Non ha mai organizzato la partita d’addio al calcio solo perché l’addio vero non c’è mai stato: sino all’anno scorso è sceso regolarmente in campo, fascia di capitano stretta al braccio, capello leggermente lungo da calciatore d’altri tempi, camminata inconfondibile e la dote impagabile di non prendersi mai troppo sul serio. A chi gli faceva notare che con lui, classe 1938, l’età media della squadra si alzava parecchio, rispondeva tra il serio e il faceto che era soprattutto il livello tecnico a sollevarsi. Per lui si erano scomodati gli inviati di Sky e di Striscia la notizia, arrivati a Sassari apposta per raccontare la storia dell’Highlander del pallone. «Sono sicuramente il più anziano calciatore d’Italia – raccontava con orgoglio –, forse d’Europa».

Mille gol. Sul numero di gol segnati in oltre 60 anni di calcio giocato, forse a volte la sparava grossa («penso più di mille, visto il numero di stagioni trascorse in campo»), di certo la sua è stata una carriera di primo piano, almeno a livello dilettantistico. Dagli inizi con la Josto, storico sodalizio del centro storico, ai tanti anni trascorsi in giro per l’isola indossando anche maglie di un certo blasone: Nuorese, Alghero, Ilva, Tavolara. Per un periodo ha fatto anche l’allenatore, ma il richiamo del campo ha sempre avuto la meglio su tutto. Persino sul lavoro nella sua storica vetreria, prima a Monte Rosello, poi a Caniga.

Un amore sudamericano. La vera svolta però arriva nel 1970. Insieme a un gruppo di amici Tore Sanna dà vita a una nuova società. Il nome scelto è tutto un programma: Estudiantes. Il motivo? L’anno precedente il Milan aveva giocato in Coppa Intercontinentale contro proprio contro la squadra di La Plata, il match era terminato con una delle più grandi risse che la storia del calcio ricordi. «Non c’erano questioni di tifo in ballo – raccontò poi –, semplicemente era una squadra che ci stava simpatica e ci piaceva il nome». Tore Sanna ancora non lo sa, ma proprio con la nascita dell’Estudiantes si verifica il salto spazio-temporale che permette oggi di collocarlo idealmente accanto ai personaggi raccontati da Osvaldo Soriano. Centinaia di calciatori nei decenni a venire avrebbero indossato la maglia biancorossa dell’Estudiantes e calcato l’erbetta (assoluta rarità) del suo campo, nella borgata di San Giovanni. Sempre con una certezza: «Io prendo la 10, per le altre maglie arrangiatevi».

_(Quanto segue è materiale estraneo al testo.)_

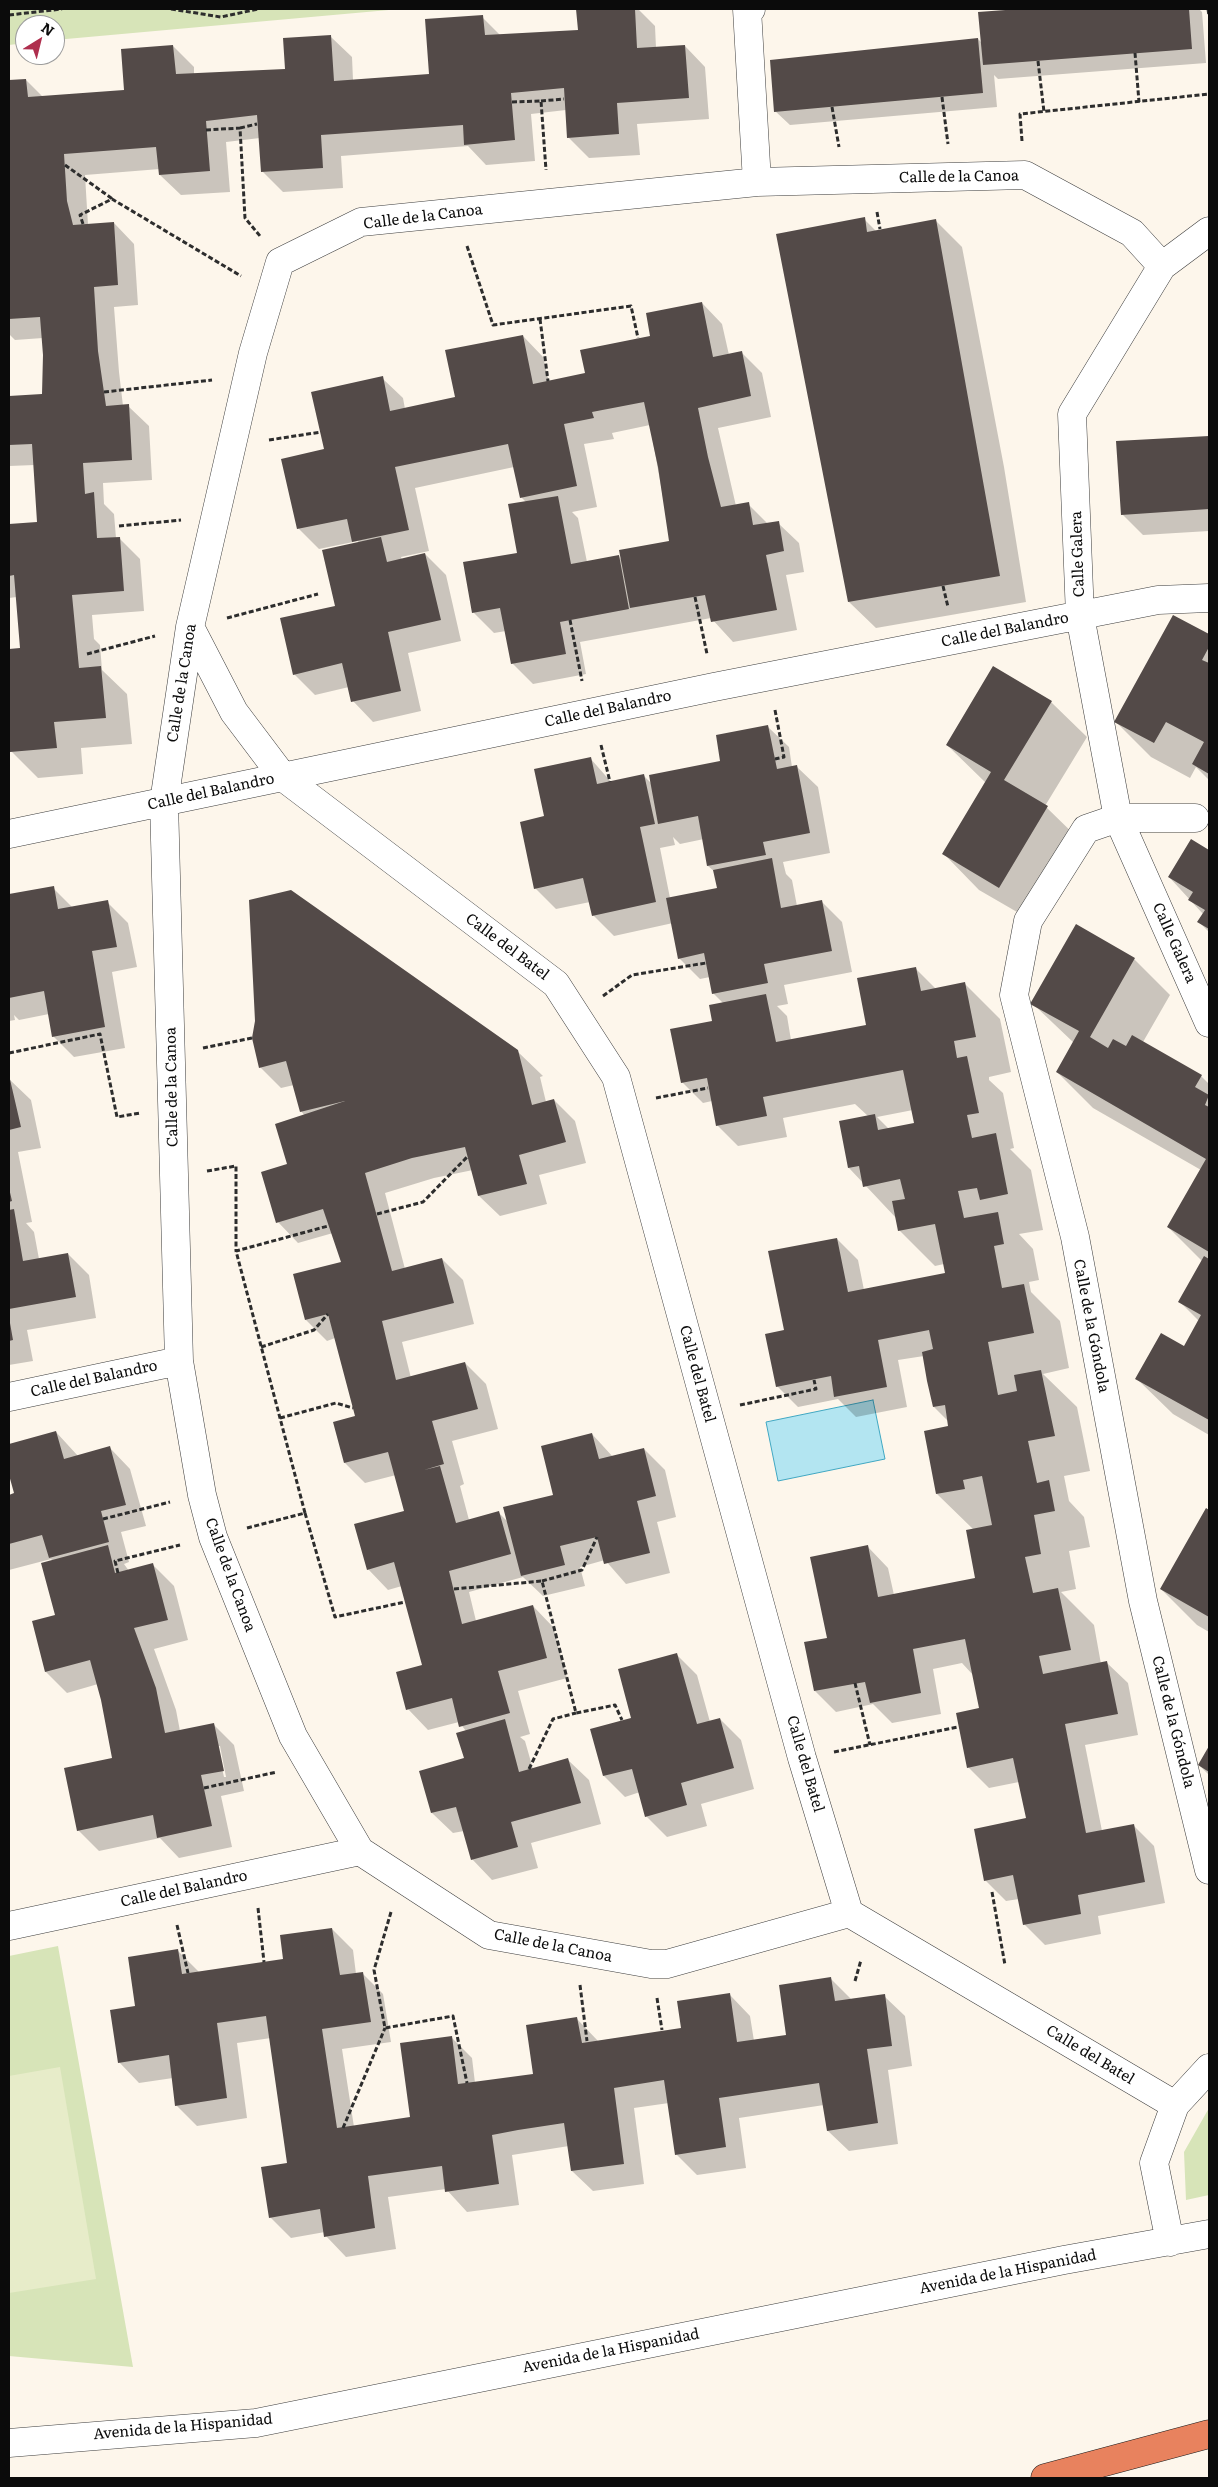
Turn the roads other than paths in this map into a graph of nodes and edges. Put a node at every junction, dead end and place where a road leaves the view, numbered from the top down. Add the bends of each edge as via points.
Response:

El diez. Quella maglia era sua, su questo non potevano esistere discussioni, come sul fatto che le punizioni dal limite e i rigori dovessero partire dal suo piede destro. «Non ho più lo scatto di una volta – diceva –, ma so ancora mettere la palla all’angolino». Non era un’esagerazione, perché i suoi “golletti” ha continuato a segnarli sino agli anni recenti. Uno dei suoi aneddoti preferiti: «Pochi anni fa da qualche parte in Gallura dagli spalti mi chiamavano “minnannu”. Dopo che ho tolto la ragnatela dall’incrocio, mi sono girato e ho fatto l’inchino».

Uomo-squadra. Presidente, magazziniere, capitano e fantasista, grazie alla sua generosità e a una simpatia trascinante riusciva a farsi perdonare anche i suoi eccessi sul terreno di gioco: come quella volta in cui, durante un match, esonerò l’allenatore che voleva sostituirlo. «Vai pure, noi continuiamo senza di te».

Se “el Gato Diaz” era il protagonista del rigore più lungo del mondo, Tore Sanna di certo è stato il giocatore con la carriera più lunga di tutti i tempi. E tra i sognatori, sbandati, ribelli, fuggitivi e poeti della pelota sudamericani, l’Highlander del calcio sardo di sicuro sarebbe passato a testa alta. E nessuno, di sicuro, sarebbe mai riuscito a sfilargli la maglia numero 10.